Uğur Mumcu benim arkadaşımdı. Buraya çok geldi gitti. Bizim arşivde çalıştı. En sevilen yazardı... Öldürülmeseydi ertesi gün,
pazartesi buraya gelecekti. Arşivde çalışıyordu. Öcalan'ın karısının ( Kesire Öcalan) babasının MİT'e çalıştığını saptamıştı. Daha derin araştırmalar içindeydi..."
Cinayetten 2 saat sonra...
Mumcu'nun kardeşi
avukat Ceyhan Mumcu da, günlükte yer alan notları doğruladı. Kardeşinin saldırı sonucu öldüğü dönemde bu konuyu kendisinin de araştırdığını belirten Mumcu, şunları söyledi: "Uğur, '
Kürt Dosyası' adında bir kitap yazıyordu. Bu kitapta
Abdullah Öcalan'ın ilk kez mahkemeye çıkarılışından serbest kalışına kadar geçen süreçteki şüphelerini de aktarıyordu. Ayrıca 15
Ekim 1992'de yayımlanan 'Kim bu Pilot
Necati' başlıklı yazısı da bu konuyla ilgiliydi.
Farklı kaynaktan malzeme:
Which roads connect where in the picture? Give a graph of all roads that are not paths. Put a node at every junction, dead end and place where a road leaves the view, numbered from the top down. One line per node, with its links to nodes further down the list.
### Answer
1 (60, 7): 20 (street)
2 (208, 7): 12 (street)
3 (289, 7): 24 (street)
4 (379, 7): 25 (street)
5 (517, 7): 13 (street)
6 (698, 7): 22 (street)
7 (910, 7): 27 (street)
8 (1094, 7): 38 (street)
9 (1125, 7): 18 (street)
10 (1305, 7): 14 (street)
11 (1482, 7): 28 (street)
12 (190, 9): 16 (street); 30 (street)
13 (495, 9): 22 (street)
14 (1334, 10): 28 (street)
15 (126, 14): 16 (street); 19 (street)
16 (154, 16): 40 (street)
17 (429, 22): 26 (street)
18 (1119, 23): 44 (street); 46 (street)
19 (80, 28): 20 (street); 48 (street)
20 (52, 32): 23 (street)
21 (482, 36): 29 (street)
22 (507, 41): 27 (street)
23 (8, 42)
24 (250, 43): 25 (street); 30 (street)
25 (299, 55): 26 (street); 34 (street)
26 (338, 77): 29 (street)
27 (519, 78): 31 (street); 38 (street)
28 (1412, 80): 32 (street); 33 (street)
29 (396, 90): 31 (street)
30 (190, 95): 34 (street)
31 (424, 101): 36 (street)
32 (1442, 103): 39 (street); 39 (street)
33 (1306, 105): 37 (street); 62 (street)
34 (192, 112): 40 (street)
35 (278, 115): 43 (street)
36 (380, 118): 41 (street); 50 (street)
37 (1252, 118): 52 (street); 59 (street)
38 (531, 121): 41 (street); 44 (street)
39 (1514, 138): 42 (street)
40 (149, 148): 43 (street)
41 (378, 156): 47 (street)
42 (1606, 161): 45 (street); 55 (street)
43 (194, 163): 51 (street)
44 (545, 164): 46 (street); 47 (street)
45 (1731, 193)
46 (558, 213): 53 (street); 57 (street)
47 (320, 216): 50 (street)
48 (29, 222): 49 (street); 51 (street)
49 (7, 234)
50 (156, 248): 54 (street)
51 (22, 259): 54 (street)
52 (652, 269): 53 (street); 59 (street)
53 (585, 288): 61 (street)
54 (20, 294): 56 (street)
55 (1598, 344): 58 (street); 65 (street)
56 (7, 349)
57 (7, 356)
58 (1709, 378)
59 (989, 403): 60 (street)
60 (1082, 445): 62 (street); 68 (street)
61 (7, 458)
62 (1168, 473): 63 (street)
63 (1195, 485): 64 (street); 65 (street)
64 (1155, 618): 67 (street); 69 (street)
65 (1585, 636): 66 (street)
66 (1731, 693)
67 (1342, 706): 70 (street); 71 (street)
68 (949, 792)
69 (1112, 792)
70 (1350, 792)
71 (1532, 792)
Ancak kitabı tamamlayamadı..." Ceyhan Mumcu daha önceki bir röportajında da cinayetten 2 saat sonra
Güreş ve Büyükanıt'ın eve geldiğini söylemişti: "Uğur öldürüldü, 2 saat sonra
Genelkurmay Başkanı Org. Doğan Güreş, Uğur'un evindeydi. Yanında Yaşar Büyükanıt da vardı. Doğan Paşa suikasttan önce Emniyet'i uyarmış, 'Uğur'a bir şey yapacaklar, aman iyi koruyun' diye... Demek ki Genelkurmay'ın istihbaratı iyi çalışmış... O nedenle Güreş ve Büyükanıt Paşalar mutlaka dinlenmeli."
Tuğ'dan belgeleri alacaktı
Mumcu'nun diğer randevusu ise 12
Mart 1971 döneminin
askeri savcısı
Baki Tuğ ileydi. 27 Ocak
Çarşamba günü buluşacaklardı. İki gün önce, Baki Tuğ'un
Meclis'teki odasında bir araya gelmişlerdi ve Tuğ'a, "Abdullah Öcalan'ın MİT'le ilişkilerini ortaya çıkardım" demişti. Tuğ Meclis
Milli Savunma Komisyonu Başkanı'ydı, 'Araştıracağım' dedi, randevuyu verdi. Tuğ'un bilgileri önemliydi, çünkü 1972'de,
Ankara Siyasal Bilgiler Fakültesi (SBF) 1.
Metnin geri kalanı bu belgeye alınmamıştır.